To deploy and use VMware Cloud Director Availability™ in VMware Cloud™ on AWS for migrations, first prepare the Software-Defined Data Center (SDDC). Create a network segment and allow accessing the management gateway vCenter Server for appliances deployment.

After meeting the SDDC prerequisites, prepare the SDDC for VMware Cloud Director Availability deployment outside the management resource pool. Before deploying the appliances, create a dedicated resource pool. The access to the management resource pool is limited and the public IP addresses of all the users must be explicitly allowed before accessing the management components in the management resource pool, like vCenter Server for appliance deployment. For an overview, see Migration to VMware Cloud Director service.

Prerequisites

  • Verify that the SDDC is successfully deployed at VMware Cloud on AWS, that the cloud administrator user can login to the SDDC, and has permissions to deploy OVF templates.
  • Verify that in the VMware Cloud Director service, the Cloud Director instance is deployed at VMware Cloud on AWS in the same AWS region as the SDDC, for example, US West (Oregon), and that the Cloud Director instance is associated with the VMC SDDC.
  • Verify that in the Cloud Director instance at least one organization, one organization network, one provider data center (Provider VDC), one organization virtual data center (Organization VDC), and a local administrator user with CDS Provider Admin Role exist and that the Cloud Director instance can host migrated virtual machines.

Procedure

  1. Log in to VMware Cloud on AWS at https://vmc.vmware.com.
  2. In the VMC console, in the left pane click SDDCs.
  3. Under the SDDC, click the View Details link.
  4. Under the SDDC name, click the Networking & Security tab.
  5. Add a network segment that connects the VMware Cloud Director Availability appliances so they can communicate between themselves and with other network services.
    1. On the Networking & Security tab, in the left pane under the Network section, click Segments.
    2. To add a dedicated routed network for the VMware Cloud Director Availability appliances, under Segment List, click Add Segment and enter the following settings.
      Option Description
      Name Enter a name for the network segment.
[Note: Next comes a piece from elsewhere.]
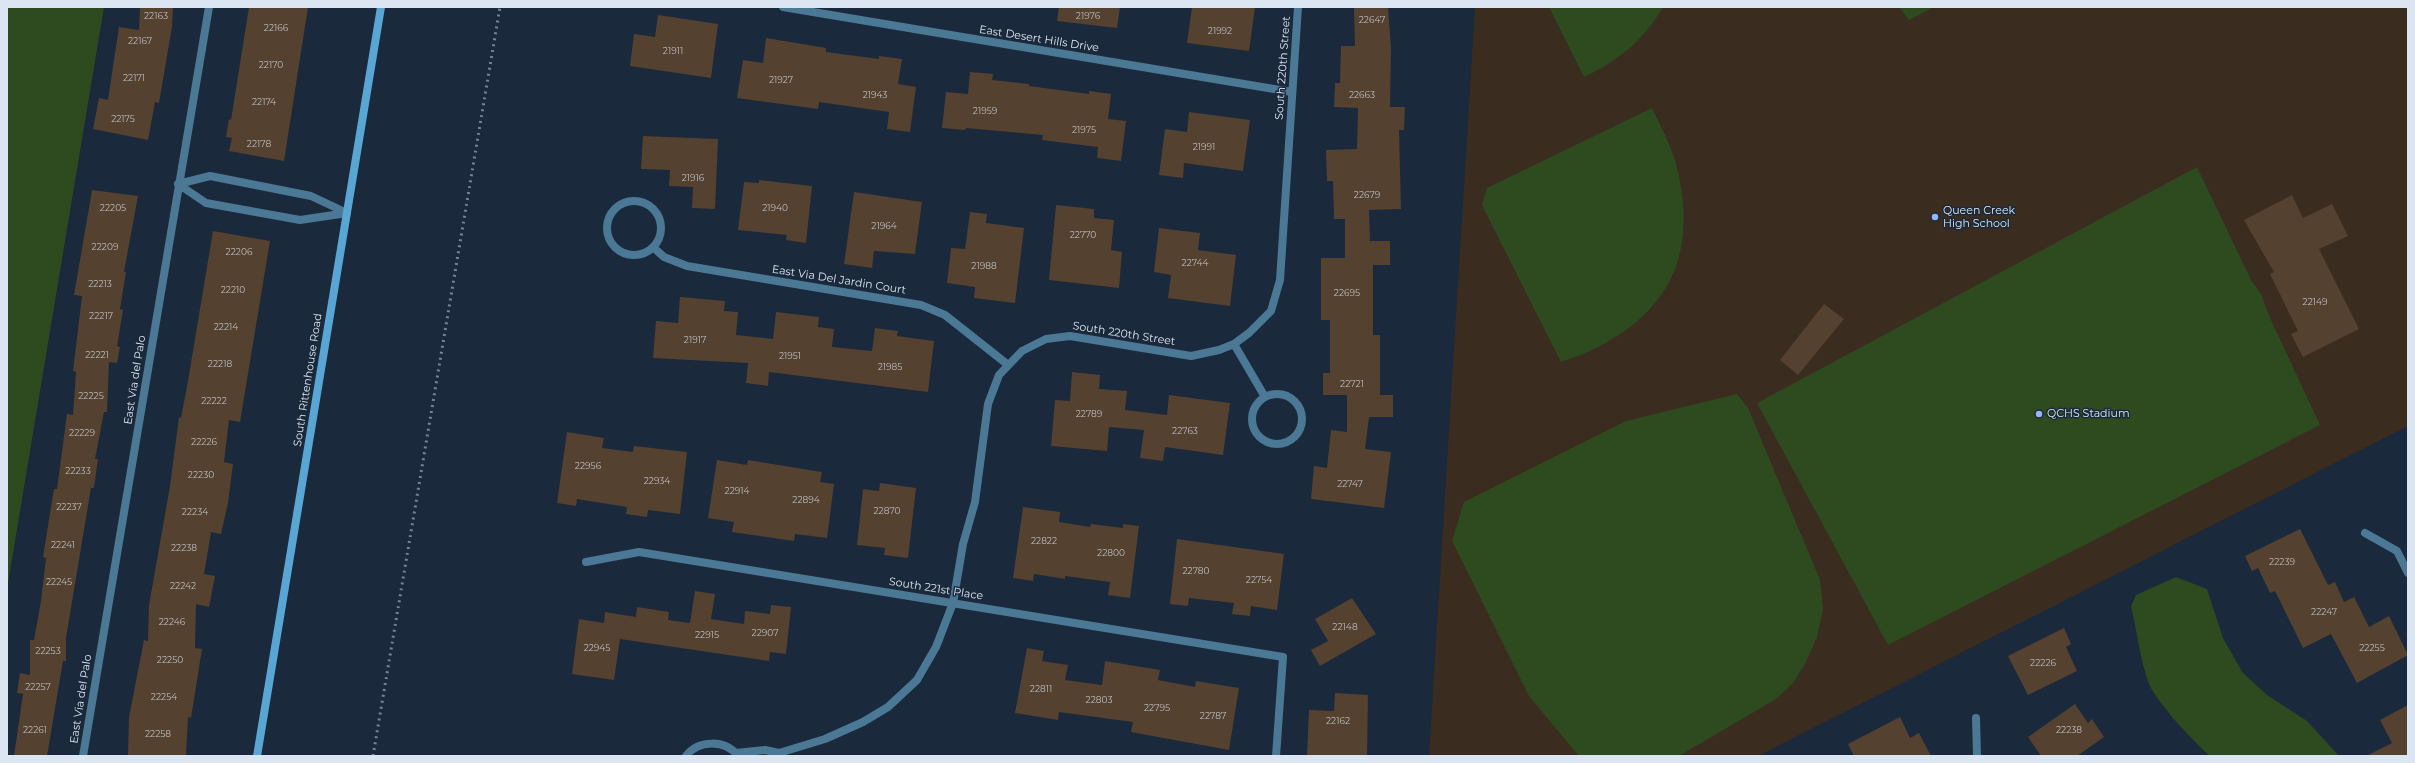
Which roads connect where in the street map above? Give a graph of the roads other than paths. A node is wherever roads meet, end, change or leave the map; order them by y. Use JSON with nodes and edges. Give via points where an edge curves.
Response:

For example, enter vcda-network-segment.
      Type Routed
      Subnets Enter an IPv4 CIDR subnet for the VMware Cloud Director Availability appliances.
    3. To save the network segment, click Save and to finish configuring the segment click No.
      Under the Subnets column, you see the routed network CIDR used in the OVF deployment wizard, on the Select Networks page.
  6. Before accessing the management gateway vCenter Server in VMware Cloud on AWS for deploying the VMware Cloud Director Availability appliances, create a trusted management group with the allowed IP addresses.
    1. On the Networking & Security tab, in the left pane under the Inventory section click Groups.
    2. To create a management group, click the Management Groups tab, click Add Group and enter a group name.
    3. To add trusted members to the new management group, under the Compute Members column, click the Set Members link.
    4. In the Select Members window, on the IP Addresses tab enter the IP addresses of the trusted users and click Apply.
      Management Group Name Management Group Trusted Members IP Addresses
      Trusted Management Sources Group Enter the externally-facing public-IP-addresses of the users granted with access to the vCenter Server management gateway service in VMware Cloud on AWS.
    5. To save the management group, click Save.
  7. To allow accessing the management gateway vCenter Server for the cloud appliances deployment, allow access from the trusted management sources group.
    1. On the Networking & Security tab, in the left pane under the Security section click Gateway Firewall.
    2. Click the Management Gateway tab, then click Add Rule and configure the following settings.
      Option Description
      Name Enter a name for the compute gateway firewall rule. For example, enter vCenter Inbound From Trusted Management Sources Rule.
      Sources Click Any in the Sources column. In the Set Source window select User Defined Groups, select the trusted IP addresses management group and click Apply. For example, select Trusted Management Sources Group.
      Destinations In the Destinations column click Any, then in the Set Destination window, select System Defined Groups and select vCenter.
      Services In the Services column, select HTTPS (TCP 443), SSO (TCP 7443), and ICMP (ALL ICMP).
      Action Allow
      By default, the new management gateway firewall rule is enabled.
    3. To publish the new management gateway firewall rule, click Publish.
      The new rule receives an integer ID value, used in the log entries that it generates.
  8. To obtain permissions for creating new virtual machines, create a separate resource pool dedicated for the multiple cloud VMware Cloud Director Availability appliances, outside the management resource pool.
    1. Click Open vCenter and log in with the cloud admin user credentials.
    2. Expand SDDC-Datacenter, right-click Cluster-1 and select New Resource Pool.
    3. In the New Resource Pool window, enter a name for the resource pool for the VMware Cloud Director Availability appliances. For example, enter VCDA-Resource-Pool.
    4. Configure the CPU and the Memory sections and click OK.
    The new resource pool shows under SDDC-Datacenter > Cluster-1.

Results

After performing all the steps in this procedure, the SDDC in VMware Cloud on AWS is fully prepared for VMware Cloud Director Availability deployment. For a summary of the configuration, see SDDC Network Configuration Summary.

What to do next

You can now deploy the VMware Cloud Director Availability appliances in VMware Cloud on AWS. For more information, see Deploy VMware Cloud Director Availability in the SDDC.